* **YOUR ASSIGNMENT**
Could you extract every entry below and reproduce it exactly?

* **SOURCE DATA**
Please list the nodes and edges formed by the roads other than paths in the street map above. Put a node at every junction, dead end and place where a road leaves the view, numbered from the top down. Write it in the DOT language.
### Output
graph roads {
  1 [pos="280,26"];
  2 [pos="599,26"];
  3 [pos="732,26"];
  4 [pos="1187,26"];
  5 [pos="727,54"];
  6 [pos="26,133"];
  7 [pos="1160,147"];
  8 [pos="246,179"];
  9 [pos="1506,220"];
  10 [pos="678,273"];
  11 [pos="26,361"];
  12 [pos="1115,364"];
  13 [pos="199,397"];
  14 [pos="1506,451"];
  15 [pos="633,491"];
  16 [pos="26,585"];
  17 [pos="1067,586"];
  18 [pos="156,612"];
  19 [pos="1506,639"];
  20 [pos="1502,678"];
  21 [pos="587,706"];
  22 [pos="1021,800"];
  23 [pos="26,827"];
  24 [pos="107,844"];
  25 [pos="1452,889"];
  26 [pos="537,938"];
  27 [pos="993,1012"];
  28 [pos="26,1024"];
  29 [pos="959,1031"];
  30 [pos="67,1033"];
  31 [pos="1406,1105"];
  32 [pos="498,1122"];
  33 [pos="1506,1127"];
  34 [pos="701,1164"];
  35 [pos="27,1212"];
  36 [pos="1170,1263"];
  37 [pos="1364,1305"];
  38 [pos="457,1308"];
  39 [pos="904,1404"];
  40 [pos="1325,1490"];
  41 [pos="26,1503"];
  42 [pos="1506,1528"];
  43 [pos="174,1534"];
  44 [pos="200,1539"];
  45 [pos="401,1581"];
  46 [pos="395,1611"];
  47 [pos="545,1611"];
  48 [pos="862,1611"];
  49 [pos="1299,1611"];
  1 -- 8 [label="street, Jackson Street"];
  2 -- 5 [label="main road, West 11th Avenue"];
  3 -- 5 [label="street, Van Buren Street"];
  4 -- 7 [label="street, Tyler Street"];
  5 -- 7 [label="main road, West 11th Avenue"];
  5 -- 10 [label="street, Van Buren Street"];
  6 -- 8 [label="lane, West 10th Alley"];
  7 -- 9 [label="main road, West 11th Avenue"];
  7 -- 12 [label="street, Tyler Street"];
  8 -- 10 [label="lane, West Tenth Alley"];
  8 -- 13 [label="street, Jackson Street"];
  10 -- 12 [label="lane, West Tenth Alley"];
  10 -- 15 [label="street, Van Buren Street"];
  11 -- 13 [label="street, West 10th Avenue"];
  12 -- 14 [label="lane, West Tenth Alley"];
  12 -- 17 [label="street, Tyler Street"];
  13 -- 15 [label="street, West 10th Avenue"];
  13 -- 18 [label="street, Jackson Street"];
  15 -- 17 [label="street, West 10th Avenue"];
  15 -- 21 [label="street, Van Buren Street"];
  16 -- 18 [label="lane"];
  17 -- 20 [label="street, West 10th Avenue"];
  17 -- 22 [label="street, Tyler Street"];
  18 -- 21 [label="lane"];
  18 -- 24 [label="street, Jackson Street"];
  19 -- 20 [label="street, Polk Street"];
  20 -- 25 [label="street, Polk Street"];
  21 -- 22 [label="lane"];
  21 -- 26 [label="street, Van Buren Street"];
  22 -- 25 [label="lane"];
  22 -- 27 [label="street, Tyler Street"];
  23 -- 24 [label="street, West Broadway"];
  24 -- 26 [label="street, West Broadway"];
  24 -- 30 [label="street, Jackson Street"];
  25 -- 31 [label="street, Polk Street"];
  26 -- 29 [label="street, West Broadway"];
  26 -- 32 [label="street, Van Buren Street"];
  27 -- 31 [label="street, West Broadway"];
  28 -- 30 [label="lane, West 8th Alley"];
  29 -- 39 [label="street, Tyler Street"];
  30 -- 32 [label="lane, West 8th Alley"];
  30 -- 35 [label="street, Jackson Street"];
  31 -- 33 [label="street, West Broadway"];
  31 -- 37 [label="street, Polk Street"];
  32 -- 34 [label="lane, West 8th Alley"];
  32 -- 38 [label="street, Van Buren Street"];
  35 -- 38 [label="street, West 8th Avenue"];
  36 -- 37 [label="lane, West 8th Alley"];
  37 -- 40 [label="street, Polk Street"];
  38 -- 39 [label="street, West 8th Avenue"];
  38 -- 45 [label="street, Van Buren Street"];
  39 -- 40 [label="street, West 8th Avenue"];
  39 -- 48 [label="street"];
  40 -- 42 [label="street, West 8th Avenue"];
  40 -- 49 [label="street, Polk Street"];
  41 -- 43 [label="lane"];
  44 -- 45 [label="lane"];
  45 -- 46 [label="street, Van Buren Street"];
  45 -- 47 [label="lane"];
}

* **YOUR SOLUTION**
Please list the nodes and edges formed by the roads other than paths in the street map above. Put a node at every junction, dead end and place where a road leaves the view, numbered from the top down. Write it in the DOT language.
### Output
graph roads {
  1 [pos="280,26"];
  2 [pos="599,26"];
  3 [pos="732,26"];
  4 [pos="1187,26"];
  5 [pos="727,54"];
  6 [pos="26,133"];
  7 [pos="1160,147"];
  8 [pos="246,179"];
  9 [pos="1506,220"];
  10 [pos="678,273"];
  11 [pos="26,361"];
  12 [pos="1115,364"];
  13 [pos="199,397"];
  14 [pos="1506,451"];
  15 [pos="633,491"];
  16 [pos="26,585"];
  17 [pos="1067,586"];
  18 [pos="156,612"];
  19 [pos="1506,639"];
  20 [pos="1502,678"];
  21 [pos="587,706"];
  22 [pos="1021,800"];
  23 [pos="26,827"];
  24 [pos="107,844"];
  25 [pos="1452,889"];
  26 [pos="537,938"];
  27 [pos="993,1012"];
  28 [pos="26,1024"];
  29 [pos="959,1031"];
  30 [pos="67,1033"];
  31 [pos="1406,1105"];
  32 [pos="498,1122"];
  33 [pos="1506,1127"];
  34 [pos="701,1164"];
  35 [pos="27,1212"];
  36 [pos="1170,1263"];
  37 [pos="1364,1305"];
  38 [pos="457,1308"];
  39 [pos="904,1404"];
  40 [pos="1325,1490"];
  41 [pos="26,1503"];
  42 [pos="1506,1528"];
  43 [pos="174,1534"];
  44 [pos="200,1539"];
  45 [pos="401,1581"];
  46 [pos="395,1611"];
  47 [pos="545,1611"];
  48 [pos="862,1611"];
  49 [pos="1299,1611"];
  1 -- 8 [label="street, Jackson Street"];
  2 -- 5 [label="main road, West 11th Avenue"];
  3 -- 5 [label="street, Van Buren Street"];
  4 -- 7 [label="street, Tyler Street"];
  5 -- 7 [label="main road, West 11th Avenue"];
  5 -- 10 [label="street, Van Buren Street"];
  6 -- 8 [label="lane, West 10th Alley"];
  7 -- 9 [label="main road, West 11th Avenue"];
  7 -- 12 [label="street, Tyler Street"];
  8 -- 10 [label="lane, West Tenth Alley"];
  8 -- 13 [label="street, Jackson Street"];
  10 -- 12 [label="lane, West Tenth Alley"];
  10 -- 15 [label="street, Van Buren Street"];
  11 -- 13 [label="street, West 10th Avenue"];
  12 -- 14 [label="lane, West Tenth Alley"];
  12 -- 17 [label="street, Tyler Street"];
  13 -- 15 [label="street, West 10th Avenue"];
  13 -- 18 [label="street, Jackson Street"];
  15 -- 17 [label="street, West 10th Avenue"];
  15 -- 21 [label="street, Van Buren Street"];
  16 -- 18 [label="lane"];
  17 -- 20 [label="street, West 10th Avenue"];
  17 -- 22 [label="street, Tyler Street"];
  18 -- 21 [label="lane"];
  18 -- 24 [label="street, Jackson Street"];
  19 -- 20 [label="street, Polk Street"];
  20 -- 25 [label="street, Polk Street"];
  21 -- 22 [label="lane"];
  21 -- 26 [label="street, Van Buren Street"];
  22 -- 25 [label="lane"];
  22 -- 27 [label="street, Tyler Street"];
  23 -- 24 [label="street, West Broadway"];
  24 -- 26 [label="street, West Broadway"];
  24 -- 30 [label="street, Jackson Street"];
  25 -- 31 [label="street, Polk Street"];
  26 -- 29 [label="street, West Broadway"];
  26 -- 32 [label="street, Van Buren Street"];
  27 -- 31 [label="street, West Broadway"];
  28 -- 30 [label="lane, West 8th Alley"];
  29 -- 39 [label="street, Tyler Street"];
  30 -- 32 [label="lane, West 8th Alley"];
  30 -- 35 [label="street, Jackson Street"];
  31 -- 33 [label="street, West Broadway"];
  31 -- 37 [label="street, Polk Street"];
  32 -- 34 [label="lane, West 8th Alley"];
  32 -- 38 [label="street, Van Buren Street"];
  35 -- 38 [label="street, West 8th Avenue"];
  36 -- 37 [label="lane, West 8th Alley"];
  37 -- 40 [label="street, Polk Street"];
  38 -- 39 [label="street, West 8th Avenue"];
  38 -- 45 [label="street, Van Buren Street"];
  39 -- 40 [label="street, West 8th Avenue"];
  39 -- 48 [label="street"];
  40 -- 42 [label="street, West 8th Avenue"];
  40 -- 49 [label="street, Polk Street"];
  41 -- 43 [label="lane"];
  44 -- 45 [label="lane"];
  45 -- 46 [label="street, Van Buren Street"];
  45 -- 47 [label="lane"];
}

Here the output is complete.